Dans les sciences des religions, les discussions sur des modèles typologiques fondés sur travaux sociologiques de Max Weber et Ernst Troeltsch ont progressivement conduit à écarter les typologies héritées de l'histoire comparée des religions ainsi que l'évolutionnisme religieux dont elles relèvent. Weber puis Troeltsch ont axé leur réflexion sur la distinction entre Église et secte. Les idées d'Église et de secte n'ont cependant pas ici le sens que l'on donne couramment à ces termes. La notion d'« Église » renvoie ici à ce qui s'appelle aussi « les grandes religions », celles qui ont su assembler autour d'elles une masse considérable de fidèles au point que la plupart de ses membres sont ceux qui naissent avec cette religion sans l'avoir choisie. Ce qui est envisagé comme « secte » sont au contraire des groupements communautaires identifiables qui demandent un acte d'adhésion volontaire et qui n'accueillent que des membres jugés qualifiés sur un plan religieux. À ces deux types s'ajoute le « type mystique qui oscille entre l'absence totale d'organisation et l'existence d'une communauté assez élastique. »
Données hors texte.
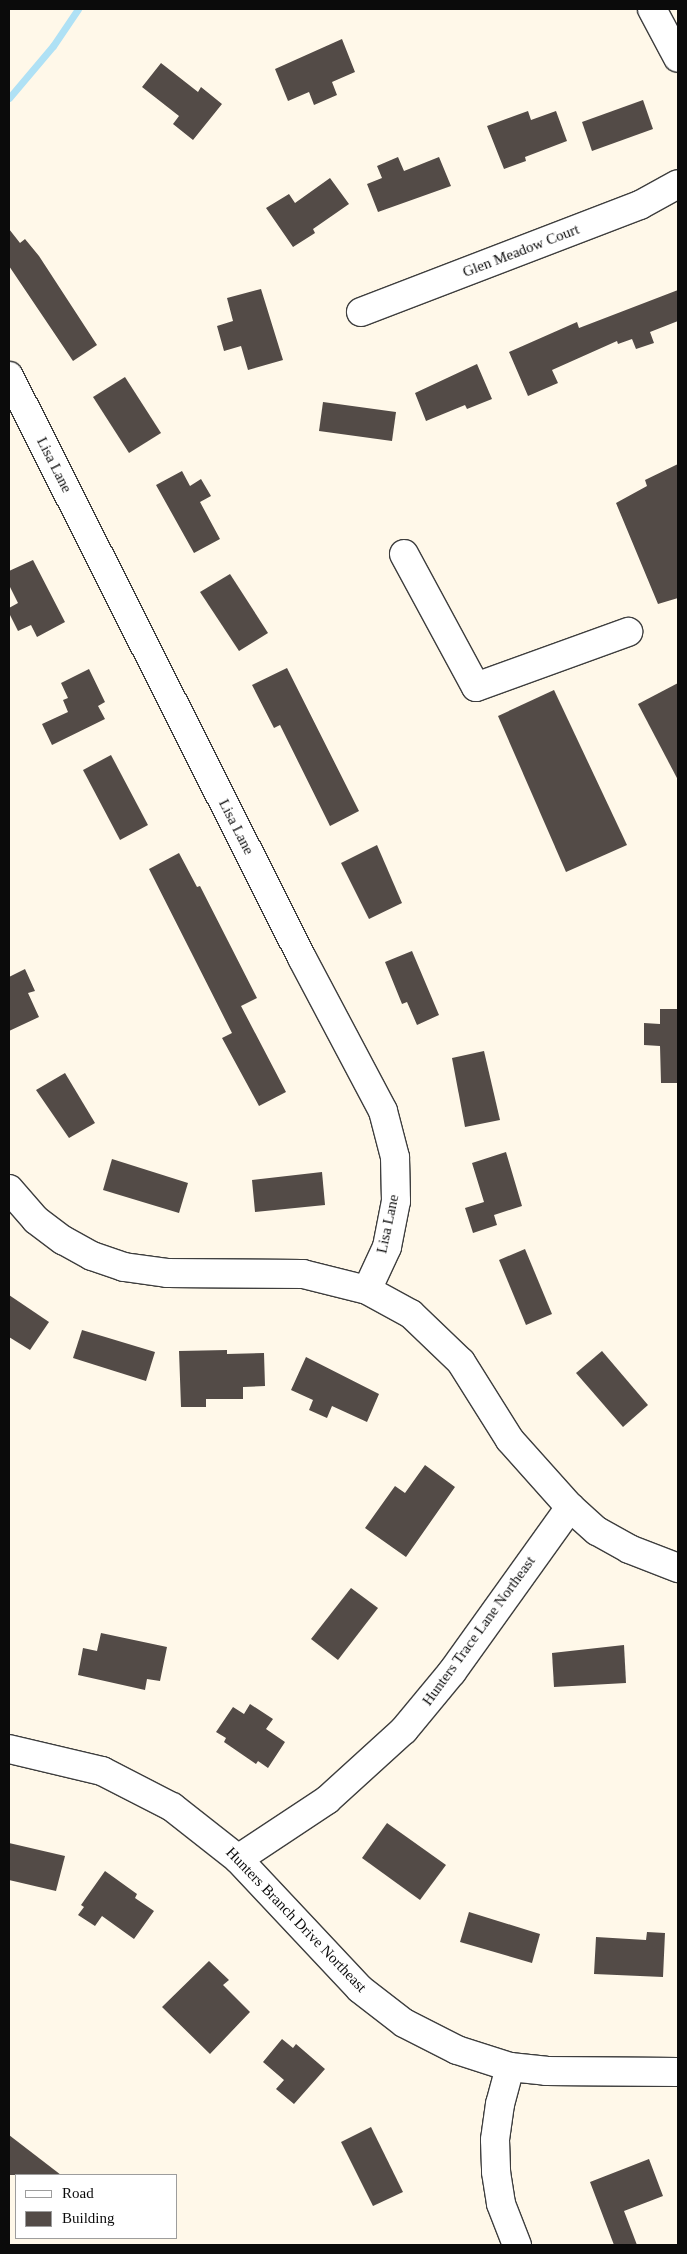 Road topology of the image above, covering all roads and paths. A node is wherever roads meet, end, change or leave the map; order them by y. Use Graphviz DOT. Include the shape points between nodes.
graph roads {
  1 [pos="652,9"];
  2 [pos="678,58"];
  3 [pos="678,184"];
  4 [pos="361,312"];
  5 [pos="9,376"];
  6 [pos="404,554"];
  7 [pos="628,632"];
  8 [pos="9,1189"];
  9 [pos="367,1290"];
  10 [pos="570,1506"];
  11 [pos="678,1568"];
  12 [pos="9,1749"];
  13 [pos="238,1859"];
  14 [pos="510,2067"];
  15 [pos="678,2072"];
  16 [pos="517,2245"];
  1 -- 2 [label="street"];
  3 -- 4 [label="street, Glen Meadow Court" via="640,205"];
  5 -- 9 [label="street, Lisa Lane" via="302,958 383,1111 395,1157 396,1201 387,1247"];
  6 -- 7 [label="street" via="476,687"];
  8 -- 9 [label="street" via="36,1220 63,1240 92,1256 124,1267 167,1273 303,1274"];
  9 -- 10 [label="street" via="411,1314 446,1344 510,1440"];
  10 -- 11 [label="street" via="597,1530 629,1549"];
  10 -- 13 [label="street, Hunters Trace Lane Northeast" via="452,1672 404,1730 327,1800"];
  12 -- 13 [label="street, Hunters Branch Drive Northeast" via="102,1771 172,1806"];
  13 -- 14 [label="street, Hunters Branch Drive Northeast" via="360,1989 404,2023 457,2050"];
  14 -- 15 [label="street, Hunters Branch Drive Northeast" via="546,2071"];
  14 -- 16 [label="street" via="495,2140 496,2172 501,2204"];
}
Les travaux de Joachim Wach (en) à la suite de Weber et de Troeltsch ont marqué le retour d'idées évolutionnistes dans la problématique des typologies, bien que l'évolution ici envisagée ne soit plus référée au monothéisme comme une forme d'accomplissement des religions. Wach distinguait sur un plan religieux des « groupes naturels » et des « groupes fondés ». Les groupes naturels se forment avec les clans ou les tribus, ils correspondent aussi aux nations lorsque le clan s'élargit à ces dimensions. Ce sont des groupements identitaires dans lesquels il n'existe pas nécessairement la conscience d'avoir une religion particulière et où peuvent encore se former des sous-groupes religieux, par exemple selon l'âge ou le statut social. Dans ce contexte tout le groupe est religieux sans que la religiosité apparaisse comme un élément distinctif au sein de la société. L'apparition de « groupes religieux fondés » correspond à une évolution ou une mutation marquée par la possibilité nouvelle de reconnaître ce qui est « spécifiquement » religieux, et donc de définir, de modeler ou de fonder les groupes religieux. Selon Jean Martin Ouédraogo, Wach pensait en particulier au christianisme et à l'islam lorsqu'il envisageait ces « groupes fondés ». Gustav Mensching (de) a repris les travaux de Wach y introduisant de nouvelles distinctions telles que celles entre « religion nationale » et « religion universelle », ainsi qu'en développant l'opposition entre groupes « spécifiquement et non spécifiquement religieux ».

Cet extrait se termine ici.